Inhala exhala~Jane the Virgin
I did a lot of inhaling and exhaling as I attended a keynote and additional session with Millana Snow at our recent Grand Meetup. During the sessions we did deep breaths normally then made the breaths even deeper by basically inhaling past the inhale then exhaling. I relaxed.
I saw colors moving in odd yet interesting forms. My senses were heightened. (It’s interesting to do a deep inhalation session with 800+ of your colleagues who all stay in the same hotel. Quite a whiff of the hotel shampoo. Good thing I liked it.) I felt parts of my body I had forgotten existed. And I created and sorted.
Conversations danced through my head, nudging the question “What if” to the forefront of my brain. And you writers out there know this: a decent “What if” is always followed by a good story. Am I right?
Stories swirled, and my mind whirled, and I stood up thinking about the world differently.
I believe in energies, but I don’t think in this particular instance the breathing and energy were the key components to advancement. Testing will occur in my future, I’m sure, but at this point, my thought is that the growth and insight that came to me in that time were results of simply allowing myself to relax, while awake, for a session focused on mental freedom.
I can do this from home. I just need to remember how effective the outcome is. This is a very good lesson, and something I should take the time to do throughout the year. Lie down for 60-90 minutes and simply breathe. Nice, deep breaths. Let time, obligations and phone notifications rest in an alternate reality for the hour-and-a-half. The world will keep rotating, astonishingly. At the other end, life is a bit more clear.

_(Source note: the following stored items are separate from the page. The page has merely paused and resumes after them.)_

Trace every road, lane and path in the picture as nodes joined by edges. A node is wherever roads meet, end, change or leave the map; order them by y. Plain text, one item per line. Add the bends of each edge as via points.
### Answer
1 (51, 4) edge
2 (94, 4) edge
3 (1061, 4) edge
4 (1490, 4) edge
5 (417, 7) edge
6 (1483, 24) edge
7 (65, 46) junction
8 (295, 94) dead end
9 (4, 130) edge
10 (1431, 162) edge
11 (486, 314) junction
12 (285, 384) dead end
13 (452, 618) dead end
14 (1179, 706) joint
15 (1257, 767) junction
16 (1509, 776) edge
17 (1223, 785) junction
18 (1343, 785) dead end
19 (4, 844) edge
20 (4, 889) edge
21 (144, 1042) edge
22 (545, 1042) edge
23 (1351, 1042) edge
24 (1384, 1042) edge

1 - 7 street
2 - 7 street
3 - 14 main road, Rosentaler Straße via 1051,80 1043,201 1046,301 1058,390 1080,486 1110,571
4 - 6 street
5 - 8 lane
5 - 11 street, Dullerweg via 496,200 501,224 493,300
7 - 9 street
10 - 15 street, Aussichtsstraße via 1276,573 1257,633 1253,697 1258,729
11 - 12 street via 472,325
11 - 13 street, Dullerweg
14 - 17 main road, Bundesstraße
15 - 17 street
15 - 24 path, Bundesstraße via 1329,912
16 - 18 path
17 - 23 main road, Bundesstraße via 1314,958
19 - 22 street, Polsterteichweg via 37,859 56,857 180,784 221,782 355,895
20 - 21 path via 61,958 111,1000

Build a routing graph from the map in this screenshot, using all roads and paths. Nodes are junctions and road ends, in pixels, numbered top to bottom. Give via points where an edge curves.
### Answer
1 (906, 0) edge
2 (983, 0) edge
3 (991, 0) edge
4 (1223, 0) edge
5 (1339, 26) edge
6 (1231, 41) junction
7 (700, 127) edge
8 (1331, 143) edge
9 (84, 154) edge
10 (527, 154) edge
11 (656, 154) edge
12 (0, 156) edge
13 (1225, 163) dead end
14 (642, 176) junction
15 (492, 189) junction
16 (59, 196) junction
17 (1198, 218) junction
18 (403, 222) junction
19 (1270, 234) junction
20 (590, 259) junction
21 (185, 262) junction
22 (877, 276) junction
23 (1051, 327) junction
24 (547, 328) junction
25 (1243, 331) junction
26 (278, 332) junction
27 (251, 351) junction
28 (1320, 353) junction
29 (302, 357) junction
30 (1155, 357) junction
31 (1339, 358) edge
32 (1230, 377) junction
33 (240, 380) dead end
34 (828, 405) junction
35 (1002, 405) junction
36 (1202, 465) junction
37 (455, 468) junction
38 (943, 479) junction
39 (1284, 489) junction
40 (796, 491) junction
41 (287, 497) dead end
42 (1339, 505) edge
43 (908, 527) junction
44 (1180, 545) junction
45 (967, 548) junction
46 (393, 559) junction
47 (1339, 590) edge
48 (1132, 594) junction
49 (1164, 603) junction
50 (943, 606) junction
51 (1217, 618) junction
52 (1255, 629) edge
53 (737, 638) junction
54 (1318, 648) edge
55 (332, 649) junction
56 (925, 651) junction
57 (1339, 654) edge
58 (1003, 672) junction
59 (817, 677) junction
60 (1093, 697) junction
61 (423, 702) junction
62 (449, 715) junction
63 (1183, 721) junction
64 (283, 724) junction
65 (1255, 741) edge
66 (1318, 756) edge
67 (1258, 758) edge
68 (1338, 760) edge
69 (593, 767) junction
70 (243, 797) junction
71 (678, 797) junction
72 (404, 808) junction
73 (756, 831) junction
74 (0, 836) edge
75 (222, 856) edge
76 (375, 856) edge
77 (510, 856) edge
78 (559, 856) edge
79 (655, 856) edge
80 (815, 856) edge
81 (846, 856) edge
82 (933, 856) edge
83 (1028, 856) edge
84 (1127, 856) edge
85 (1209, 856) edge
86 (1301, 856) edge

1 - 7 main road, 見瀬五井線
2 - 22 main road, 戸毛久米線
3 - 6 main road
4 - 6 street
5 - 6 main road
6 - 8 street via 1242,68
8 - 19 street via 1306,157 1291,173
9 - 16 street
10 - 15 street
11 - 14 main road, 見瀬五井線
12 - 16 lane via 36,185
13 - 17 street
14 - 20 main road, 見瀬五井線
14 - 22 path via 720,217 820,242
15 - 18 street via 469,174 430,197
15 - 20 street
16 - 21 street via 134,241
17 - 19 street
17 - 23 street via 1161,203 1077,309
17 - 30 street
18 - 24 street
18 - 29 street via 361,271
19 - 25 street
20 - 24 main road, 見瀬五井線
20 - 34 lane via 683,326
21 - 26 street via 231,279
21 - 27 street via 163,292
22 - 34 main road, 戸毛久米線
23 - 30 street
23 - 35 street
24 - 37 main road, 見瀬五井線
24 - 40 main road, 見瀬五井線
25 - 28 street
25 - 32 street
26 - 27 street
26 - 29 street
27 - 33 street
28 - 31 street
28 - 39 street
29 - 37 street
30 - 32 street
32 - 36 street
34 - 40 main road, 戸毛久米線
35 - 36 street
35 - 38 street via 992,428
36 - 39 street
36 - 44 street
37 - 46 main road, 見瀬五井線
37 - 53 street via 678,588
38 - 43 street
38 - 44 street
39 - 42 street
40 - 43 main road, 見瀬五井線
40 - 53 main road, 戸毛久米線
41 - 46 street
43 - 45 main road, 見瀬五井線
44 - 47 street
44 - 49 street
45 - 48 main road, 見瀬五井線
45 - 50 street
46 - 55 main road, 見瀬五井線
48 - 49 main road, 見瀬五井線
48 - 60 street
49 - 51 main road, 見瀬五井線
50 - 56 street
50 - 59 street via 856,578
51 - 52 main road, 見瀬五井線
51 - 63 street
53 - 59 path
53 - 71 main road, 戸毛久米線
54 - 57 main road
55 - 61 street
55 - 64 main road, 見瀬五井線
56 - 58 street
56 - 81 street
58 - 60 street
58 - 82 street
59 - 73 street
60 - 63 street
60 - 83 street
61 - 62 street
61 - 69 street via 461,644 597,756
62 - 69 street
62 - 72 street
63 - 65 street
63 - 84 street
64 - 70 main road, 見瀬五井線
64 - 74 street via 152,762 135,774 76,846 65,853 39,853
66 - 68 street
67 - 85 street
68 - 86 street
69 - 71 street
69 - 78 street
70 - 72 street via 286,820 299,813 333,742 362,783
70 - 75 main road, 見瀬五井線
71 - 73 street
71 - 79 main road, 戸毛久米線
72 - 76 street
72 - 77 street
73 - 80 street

It all reminds me of how I have felt in the past in regard to Bible study and prayer time (basically the same meditation I refer to above). I know I’m solid in the God-arena so it’s easy it push off that quiet time, especially when I’m busy and tired. But when I don’t take time to step back and breathe my life starts falling apart. Work gets overwhelming, relationships become strained, etc. The busyness of my reality takes over in a very non-healthy manner.
However, if I take the time to study, consciously breathe and pray, somehow things always seem to fall in place. So why is it so easy to have that slip? I’m not sure I will ever figure that out.
Oh look, almost a reflection 🙂
2 responses to “Reflections on Breathing”
Thanks for sharing your experience of renewing yourself with deep breathing. That must have been very impressive to do it in a huge group. Now you are doing it alone with good results. Too often we push through our busy lives without deep thinking.
Beautiful, Chrissie. A wonderful reminder to breathe mindfully as they say. It forces us to let our minds go free, free to relax!